• _WHAT THE EXERCISE ASKS_
Without changing a character, return the entries, but not the images they hold.

• _GIVEN RECORDS_
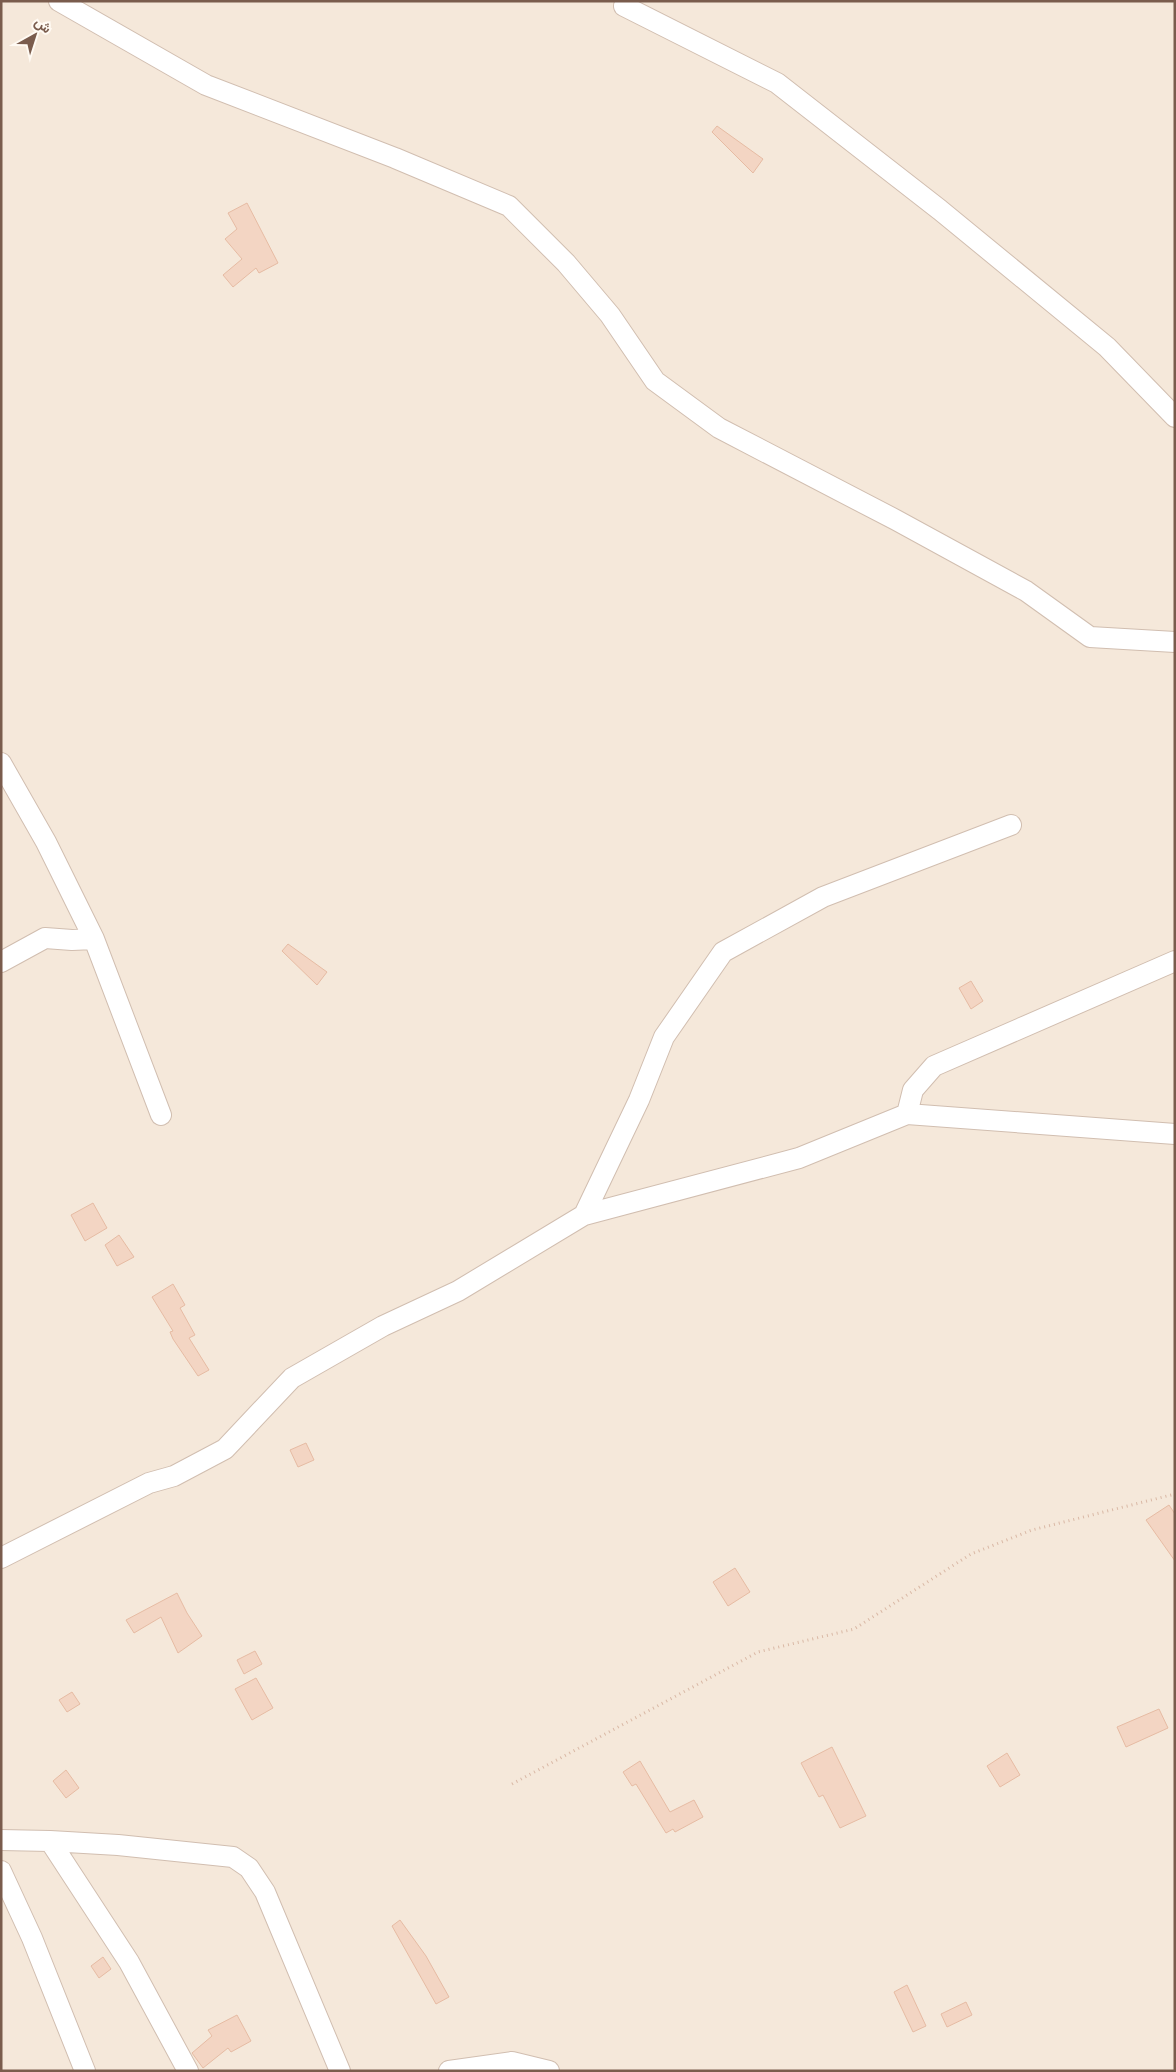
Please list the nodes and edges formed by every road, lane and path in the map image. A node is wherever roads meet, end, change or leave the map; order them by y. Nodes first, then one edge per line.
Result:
1 (58, 1) edge
2 (624, 6) dead end
3 (1175, 417) edge
4 (1175, 642) edge
5 (1, 762) edge
6 (1011, 825) dead end
7 (94, 938) junction
8 (1175, 961) edge
9 (1, 962) edge
10 (907, 1114) junction
11 (160, 1115) dead end
12 (1175, 1134) edge
13 (584, 1215) junction
14 (1175, 1494) edge
15 (1, 1558) edge
16 (512, 1784) dead end
17 (1, 1840) edge
18 (50, 1841) junction
19 (1, 1871) edge
20 (85, 2071) edge
21 (188, 2071) edge
22 (340, 2071) edge
23 (449, 2071) edge
24 (549, 2071) edge

1 - 4 street
2 - 3 street
5 - 7 street
6 - 13 street
7 - 9 street
7 - 11 street
8 - 10 street
10 - 12 street
10 - 13 street
13 - 15 street
14 - 16 path
17 - 18 street
18 - 21 street
18 - 22 street
19 - 20 street
23 - 24 street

• _EXPECTED ANSWER_
Please list the nodes and edges formed by every road, lane and path in the map image. A node is wherever roads meet, end, change or leave the map; order them by y. Nodes first, then one edge per line.
Result:
1 (58, 1) edge
2 (624, 6) dead end
3 (1175, 417) edge
4 (1175, 642) edge
5 (1, 762) edge
6 (1011, 825) dead end
7 (94, 938) junction
8 (1175, 961) edge
9 (1, 962) edge
10 (907, 1114) junction
11 (160, 1115) dead end
12 (1175, 1134) edge
13 (584, 1215) junction
14 (1175, 1494) edge
15 (1, 1558) edge
16 (512, 1784) dead end
17 (1, 1840) edge
18 (50, 1841) junction
19 (1, 1871) edge
20 (85, 2071) edge
21 (188, 2071) edge
22 (340, 2071) edge
23 (449, 2071) edge
24 (549, 2071) edge

1 - 4 street
2 - 3 street
5 - 7 street
6 - 13 street
7 - 9 street
7 - 11 street
8 - 10 street
10 - 12 street
10 - 13 street
13 - 15 street
14 - 16 path
17 - 18 street
18 - 21 street
18 - 22 street
19 - 20 street
23 - 24 street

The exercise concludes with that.